Material shown —
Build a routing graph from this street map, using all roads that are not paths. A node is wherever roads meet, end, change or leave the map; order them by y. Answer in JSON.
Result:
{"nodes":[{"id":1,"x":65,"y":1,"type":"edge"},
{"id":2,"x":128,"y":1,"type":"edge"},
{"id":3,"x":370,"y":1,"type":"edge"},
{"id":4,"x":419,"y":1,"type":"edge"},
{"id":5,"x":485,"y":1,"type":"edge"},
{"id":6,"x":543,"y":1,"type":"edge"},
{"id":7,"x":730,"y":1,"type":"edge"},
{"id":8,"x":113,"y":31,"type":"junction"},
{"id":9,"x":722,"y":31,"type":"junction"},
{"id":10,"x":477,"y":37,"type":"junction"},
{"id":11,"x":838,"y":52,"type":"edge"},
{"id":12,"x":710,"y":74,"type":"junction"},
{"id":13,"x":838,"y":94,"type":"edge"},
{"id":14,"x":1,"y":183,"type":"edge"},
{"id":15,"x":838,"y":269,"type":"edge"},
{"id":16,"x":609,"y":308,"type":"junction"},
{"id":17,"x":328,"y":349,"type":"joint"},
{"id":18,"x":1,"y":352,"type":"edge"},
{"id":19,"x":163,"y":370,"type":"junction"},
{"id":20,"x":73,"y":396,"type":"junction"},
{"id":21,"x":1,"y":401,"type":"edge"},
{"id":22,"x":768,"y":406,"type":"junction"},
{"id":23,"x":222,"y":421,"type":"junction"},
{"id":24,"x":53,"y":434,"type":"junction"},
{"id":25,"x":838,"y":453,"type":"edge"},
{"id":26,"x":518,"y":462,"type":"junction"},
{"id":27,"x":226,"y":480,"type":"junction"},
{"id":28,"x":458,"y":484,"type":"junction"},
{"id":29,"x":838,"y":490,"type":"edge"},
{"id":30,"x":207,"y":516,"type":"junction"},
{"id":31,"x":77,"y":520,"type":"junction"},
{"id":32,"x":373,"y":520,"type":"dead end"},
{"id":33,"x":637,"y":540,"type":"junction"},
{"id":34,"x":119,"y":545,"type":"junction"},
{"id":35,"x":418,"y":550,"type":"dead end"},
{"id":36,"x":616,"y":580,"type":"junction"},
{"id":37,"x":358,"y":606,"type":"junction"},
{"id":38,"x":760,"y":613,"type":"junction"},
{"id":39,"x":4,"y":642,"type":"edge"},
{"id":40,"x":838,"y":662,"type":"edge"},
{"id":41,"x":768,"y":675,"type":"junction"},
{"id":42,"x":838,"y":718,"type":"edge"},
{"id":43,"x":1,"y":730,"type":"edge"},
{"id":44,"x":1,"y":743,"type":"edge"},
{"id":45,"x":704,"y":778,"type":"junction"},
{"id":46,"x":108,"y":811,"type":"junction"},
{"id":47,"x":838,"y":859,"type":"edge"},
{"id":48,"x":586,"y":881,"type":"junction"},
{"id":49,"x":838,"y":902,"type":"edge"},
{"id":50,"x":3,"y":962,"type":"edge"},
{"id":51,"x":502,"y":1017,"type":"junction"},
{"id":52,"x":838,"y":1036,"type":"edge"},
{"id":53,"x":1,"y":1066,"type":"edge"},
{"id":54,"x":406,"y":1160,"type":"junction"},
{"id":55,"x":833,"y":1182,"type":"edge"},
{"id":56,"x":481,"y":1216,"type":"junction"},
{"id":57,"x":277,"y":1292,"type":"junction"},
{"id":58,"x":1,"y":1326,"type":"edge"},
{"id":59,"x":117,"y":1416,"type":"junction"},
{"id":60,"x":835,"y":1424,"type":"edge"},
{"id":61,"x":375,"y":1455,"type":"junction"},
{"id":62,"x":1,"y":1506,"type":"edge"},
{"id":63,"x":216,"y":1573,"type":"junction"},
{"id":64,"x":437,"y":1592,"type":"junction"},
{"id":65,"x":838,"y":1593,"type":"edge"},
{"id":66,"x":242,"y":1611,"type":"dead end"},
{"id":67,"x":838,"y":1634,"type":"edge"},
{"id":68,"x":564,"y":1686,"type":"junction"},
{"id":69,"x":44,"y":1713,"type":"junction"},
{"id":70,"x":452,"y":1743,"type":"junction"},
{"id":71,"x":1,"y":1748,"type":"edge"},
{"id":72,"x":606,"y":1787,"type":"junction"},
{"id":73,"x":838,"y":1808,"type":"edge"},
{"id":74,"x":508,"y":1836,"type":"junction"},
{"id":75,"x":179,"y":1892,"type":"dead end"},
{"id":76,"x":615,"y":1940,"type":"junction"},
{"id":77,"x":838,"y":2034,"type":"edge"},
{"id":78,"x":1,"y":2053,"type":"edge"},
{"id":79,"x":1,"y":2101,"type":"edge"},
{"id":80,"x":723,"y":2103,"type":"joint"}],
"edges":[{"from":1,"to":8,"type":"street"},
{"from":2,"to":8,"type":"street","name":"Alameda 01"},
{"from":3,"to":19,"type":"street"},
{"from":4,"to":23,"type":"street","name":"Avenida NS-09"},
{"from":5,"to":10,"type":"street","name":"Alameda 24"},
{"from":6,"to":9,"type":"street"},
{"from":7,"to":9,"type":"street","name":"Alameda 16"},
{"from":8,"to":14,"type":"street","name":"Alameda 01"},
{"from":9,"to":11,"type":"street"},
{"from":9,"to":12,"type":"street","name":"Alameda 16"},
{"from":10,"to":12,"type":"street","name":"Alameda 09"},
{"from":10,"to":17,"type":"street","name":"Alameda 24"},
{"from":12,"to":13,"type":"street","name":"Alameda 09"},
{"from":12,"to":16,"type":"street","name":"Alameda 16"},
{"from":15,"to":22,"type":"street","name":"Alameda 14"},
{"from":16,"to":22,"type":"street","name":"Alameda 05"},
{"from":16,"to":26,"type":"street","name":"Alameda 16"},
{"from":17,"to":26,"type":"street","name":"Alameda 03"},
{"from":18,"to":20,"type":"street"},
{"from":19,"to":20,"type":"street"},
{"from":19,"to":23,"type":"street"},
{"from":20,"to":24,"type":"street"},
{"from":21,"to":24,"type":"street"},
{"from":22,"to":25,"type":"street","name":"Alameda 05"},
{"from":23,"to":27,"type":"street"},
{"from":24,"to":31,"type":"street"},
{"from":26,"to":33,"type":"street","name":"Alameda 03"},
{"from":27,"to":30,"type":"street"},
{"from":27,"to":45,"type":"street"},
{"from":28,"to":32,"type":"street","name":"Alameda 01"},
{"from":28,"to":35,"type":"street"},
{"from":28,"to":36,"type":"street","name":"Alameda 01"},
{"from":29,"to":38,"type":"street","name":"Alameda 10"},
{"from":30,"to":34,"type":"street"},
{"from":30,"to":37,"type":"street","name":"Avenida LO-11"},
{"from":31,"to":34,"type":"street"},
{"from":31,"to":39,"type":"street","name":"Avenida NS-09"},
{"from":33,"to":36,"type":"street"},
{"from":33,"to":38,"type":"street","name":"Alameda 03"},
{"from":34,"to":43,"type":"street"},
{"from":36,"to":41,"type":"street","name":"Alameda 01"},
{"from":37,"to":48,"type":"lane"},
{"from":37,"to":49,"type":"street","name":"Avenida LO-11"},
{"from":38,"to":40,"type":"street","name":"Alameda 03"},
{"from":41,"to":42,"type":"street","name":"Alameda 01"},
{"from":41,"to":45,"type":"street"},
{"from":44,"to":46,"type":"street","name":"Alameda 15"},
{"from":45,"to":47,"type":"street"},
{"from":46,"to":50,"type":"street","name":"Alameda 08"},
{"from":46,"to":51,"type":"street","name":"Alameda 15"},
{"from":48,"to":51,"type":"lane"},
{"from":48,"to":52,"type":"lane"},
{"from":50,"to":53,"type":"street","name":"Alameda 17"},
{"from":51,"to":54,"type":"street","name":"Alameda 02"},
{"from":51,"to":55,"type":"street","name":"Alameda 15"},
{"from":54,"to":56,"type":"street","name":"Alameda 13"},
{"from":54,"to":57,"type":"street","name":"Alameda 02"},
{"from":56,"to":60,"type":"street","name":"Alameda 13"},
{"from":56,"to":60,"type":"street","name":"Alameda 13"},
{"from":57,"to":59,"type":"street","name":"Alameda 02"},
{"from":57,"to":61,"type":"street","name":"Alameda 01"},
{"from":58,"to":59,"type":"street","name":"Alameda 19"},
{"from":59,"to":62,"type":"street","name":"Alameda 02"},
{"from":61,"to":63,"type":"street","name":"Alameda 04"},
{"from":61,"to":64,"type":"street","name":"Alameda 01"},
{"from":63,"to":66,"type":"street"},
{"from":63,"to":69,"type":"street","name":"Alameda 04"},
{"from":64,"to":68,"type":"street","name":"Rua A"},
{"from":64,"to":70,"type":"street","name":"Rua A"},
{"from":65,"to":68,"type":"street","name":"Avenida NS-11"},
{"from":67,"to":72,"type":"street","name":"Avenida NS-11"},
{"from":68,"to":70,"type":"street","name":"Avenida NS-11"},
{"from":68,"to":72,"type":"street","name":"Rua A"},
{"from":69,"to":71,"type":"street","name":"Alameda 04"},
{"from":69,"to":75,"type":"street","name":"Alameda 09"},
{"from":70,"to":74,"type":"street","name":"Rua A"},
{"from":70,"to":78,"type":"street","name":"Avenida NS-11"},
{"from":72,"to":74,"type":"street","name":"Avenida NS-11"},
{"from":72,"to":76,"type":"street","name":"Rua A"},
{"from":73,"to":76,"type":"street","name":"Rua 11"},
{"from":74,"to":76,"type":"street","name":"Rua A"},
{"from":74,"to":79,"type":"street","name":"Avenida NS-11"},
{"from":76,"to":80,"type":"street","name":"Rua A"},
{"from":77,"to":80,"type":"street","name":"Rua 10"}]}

Task requirements —
Using the listing above, say how many of its lines contain "lane", and give no other words.

Written answer —
3